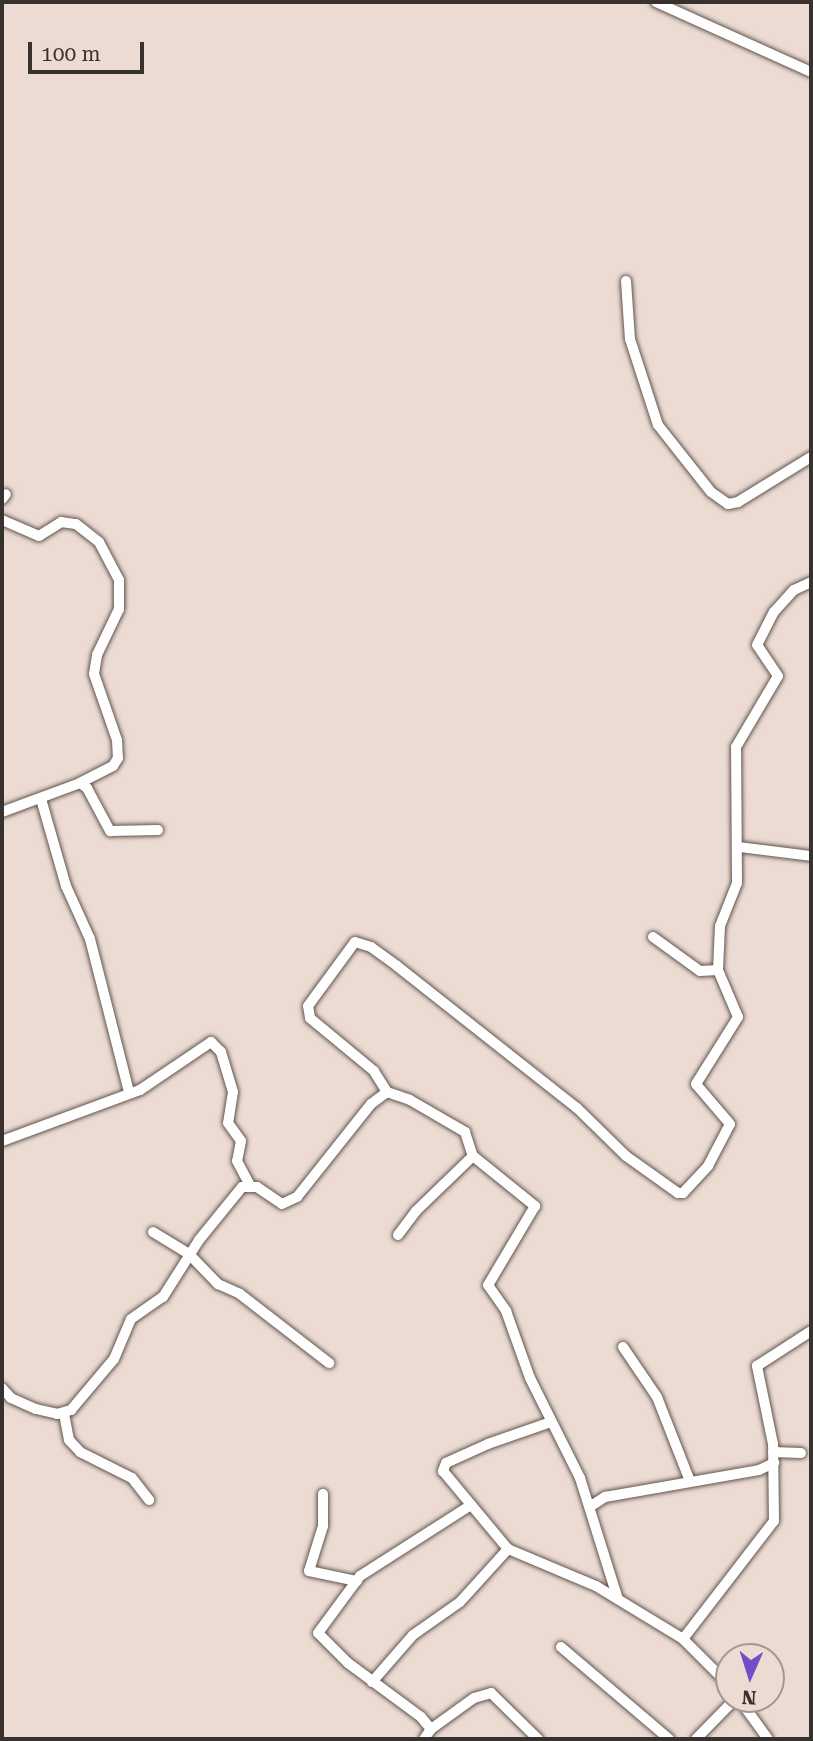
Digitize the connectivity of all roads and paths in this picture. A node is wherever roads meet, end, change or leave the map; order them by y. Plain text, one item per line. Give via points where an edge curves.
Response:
1 (656, 2) edge
2 (811, 72) edge
3 (626, 281) dead end
4 (811, 457) edge
5 (2, 520) edge
6 (811, 582) edge
7 (80, 783) junction
8 (41, 799) junction
9 (2, 812) edge
10 (158, 830) dead end
11 (739, 847) junction
12 (811, 856) edge
13 (653, 936) dead end
14 (718, 970) junction
15 (129, 1092) junction
16 (387, 1093) junction
17 (2, 1141) edge
18 (473, 1156) junction
19 (248, 1184) junction
20 (153, 1232) dead end
21 (398, 1235) dead end
22 (189, 1254) junction
23 (811, 1331) edge
24 (623, 1347) dead end
25 (328, 1363) dead end
26 (2, 1388) edge
27 (64, 1414) junction
28 (551, 1422) junction
29 (801, 1453) dead end
30 (773, 1457) junction
31 (690, 1481) junction
32 (323, 1494) dead end
33 (149, 1500) dead end
34 (471, 1505) junction
35 (591, 1506) junction
36 (508, 1549) junction
37 (357, 1581) junction
38 (618, 1599) junction
39 (684, 1639) junction
40 (561, 1647) dead end
41 (715, 1671) edge
42 (372, 1682) junction
43 (723, 1713) edge
44 (748, 1713) edge
45 (431, 1729) junction
46 (424, 1739) edge
47 (538, 1739) edge
48 (669, 1739) edge
49 (696, 1739) edge
50 (768, 1739) edge

1 - 2 street
3 - 4 street via 630,339 658,425 711,492 728,505 738,502
5 - 7 street via 39,536 61,522 76,524 99,542 119,580 119,609 97,655 94,674 117,740 118,758 113,766
6 - 11 street via 794,590 774,612 757,645 778,676 736,747
7 - 8 street
7 - 10 street via 110,831
8 - 9 street
8 - 15 street via 66,886 90,939
11 - 12 street
11 - 14 street via 737,883 720,926
13 - 14 street via 700,971
14 - 16 street via 738,1017 696,1084 730,1124 708,1166 683,1193 626,1156 568,1101 397,966 371,947 355,943 308,1006 310,1018 374,1071
15 - 17 street
15 - 19 street via 160,1080 208,1042 217,1045 233,1092 228,1123 241,1141 237,1161
16 - 18 street via 410,1100 465,1132
16 - 19 street via 355,1122 297,1197 282,1204
18 - 21 street
18 - 28 street via 535,1206 488,1285 506,1311
19 - 22 street
20 - 22 street
22 - 25 street via 218,1284 240,1294
22 - 27 street via 163,1297 136,1314 114,1359
23 - 30 street via 757,1367
24 - 31 street via 657,1397
26 - 27 street via 11,1398 36,1409
27 - 33 street via 69,1440 80,1452 132,1478
28 - 34 street via 446,1463 443,1471
28 - 35 street
29 - 30 street
30 - 31 street
30 - 39 street via 774,1521
31 - 35 street via 605,1497
32 - 37 street via 323,1526 309,1571
34 - 36 street
34 - 37 street
35 - 38 street
36 - 38 street
36 - 42 street via 460,1602 413,1635
37 - 42 street via 318,1633
38 - 39 street
39 - 41 street
40 - 48 street
42 - 45 street
43 - 49 street
44 - 50 street
45 - 46 street
45 - 47 street via 474,1698 491,1693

• Work to be completed: Since the pictures are not wanted, give the material again exactly without them.

• Solution to the exercise:
Digitize the connectivity of all roads and paths in this picture. A node is wherever roads meet, end, change or leave the map; order them by y. Plain text, one item per line. Give via points where an edge curves.
Response:
1 (656, 2) edge
2 (811, 72) edge
3 (626, 281) dead end
4 (811, 457) edge
5 (2, 520) edge
6 (811, 582) edge
7 (80, 783) junction
8 (41, 799) junction
9 (2, 812) edge
10 (158, 830) dead end
11 (739, 847) junction
12 (811, 856) edge
13 (653, 936) dead end
14 (718, 970) junction
15 (129, 1092) junction
16 (387, 1093) junction
17 (2, 1141) edge
18 (473, 1156) junction
19 (248, 1184) junction
20 (153, 1232) dead end
21 (398, 1235) dead end
22 (189, 1254) junction
23 (811, 1331) edge
24 (623, 1347) dead end
25 (328, 1363) dead end
26 (2, 1388) edge
27 (64, 1414) junction
28 (551, 1422) junction
29 (801, 1453) dead end
30 (773, 1457) junction
31 (690, 1481) junction
32 (323, 1494) dead end
33 (149, 1500) dead end
34 (471, 1505) junction
35 (591, 1506) junction
36 (508, 1549) junction
37 (357, 1581) junction
38 (618, 1599) junction
39 (684, 1639) junction
40 (561, 1647) dead end
41 (715, 1671) edge
42 (372, 1682) junction
43 (723, 1713) edge
44 (748, 1713) edge
45 (431, 1729) junction
46 (424, 1739) edge
47 (538, 1739) edge
48 (669, 1739) edge
49 (696, 1739) edge
50 (768, 1739) edge

1 - 2 street
3 - 4 street via 630,339 658,425 711,492 728,505 738,502
5 - 7 street via 39,536 61,522 76,524 99,542 119,580 119,609 97,655 94,674 117,740 118,758 113,766
6 - 11 street via 794,590 774,612 757,645 778,676 736,747
7 - 8 street
7 - 10 street via 110,831
8 - 9 street
8 - 15 street via 66,886 90,939
11 - 12 street
11 - 14 street via 737,883 720,926
13 - 14 street via 700,971
14 - 16 street via 738,1017 696,1084 730,1124 708,1166 683,1193 626,1156 568,1101 397,966 371,947 355,943 308,1006 310,1018 374,1071
15 - 17 street
15 - 19 street via 160,1080 208,1042 217,1045 233,1092 228,1123 241,1141 237,1161
16 - 18 street via 410,1100 465,1132
16 - 19 street via 355,1122 297,1197 282,1204
18 - 21 street
18 - 28 street via 535,1206 488,1285 506,1311
19 - 22 street
20 - 22 street
22 - 25 street via 218,1284 240,1294
22 - 27 street via 163,1297 136,1314 114,1359
23 - 30 street via 757,1367
24 - 31 street via 657,1397
26 - 27 street via 11,1398 36,1409
27 - 33 street via 69,1440 80,1452 132,1478
28 - 34 street via 446,1463 443,1471
28 - 35 street
29 - 30 street
30 - 31 street
30 - 39 street via 774,1521
31 - 35 street via 605,1497
32 - 37 street via 323,1526 309,1571
34 - 36 street
34 - 37 street
35 - 38 street
36 - 38 street
36 - 42 street via 460,1602 413,1635
37 - 42 street via 318,1633
38 - 39 street
39 - 41 street
40 - 48 street
42 - 45 street
43 - 49 street
44 - 50 street
45 - 46 street
45 - 47 street via 474,1698 491,1693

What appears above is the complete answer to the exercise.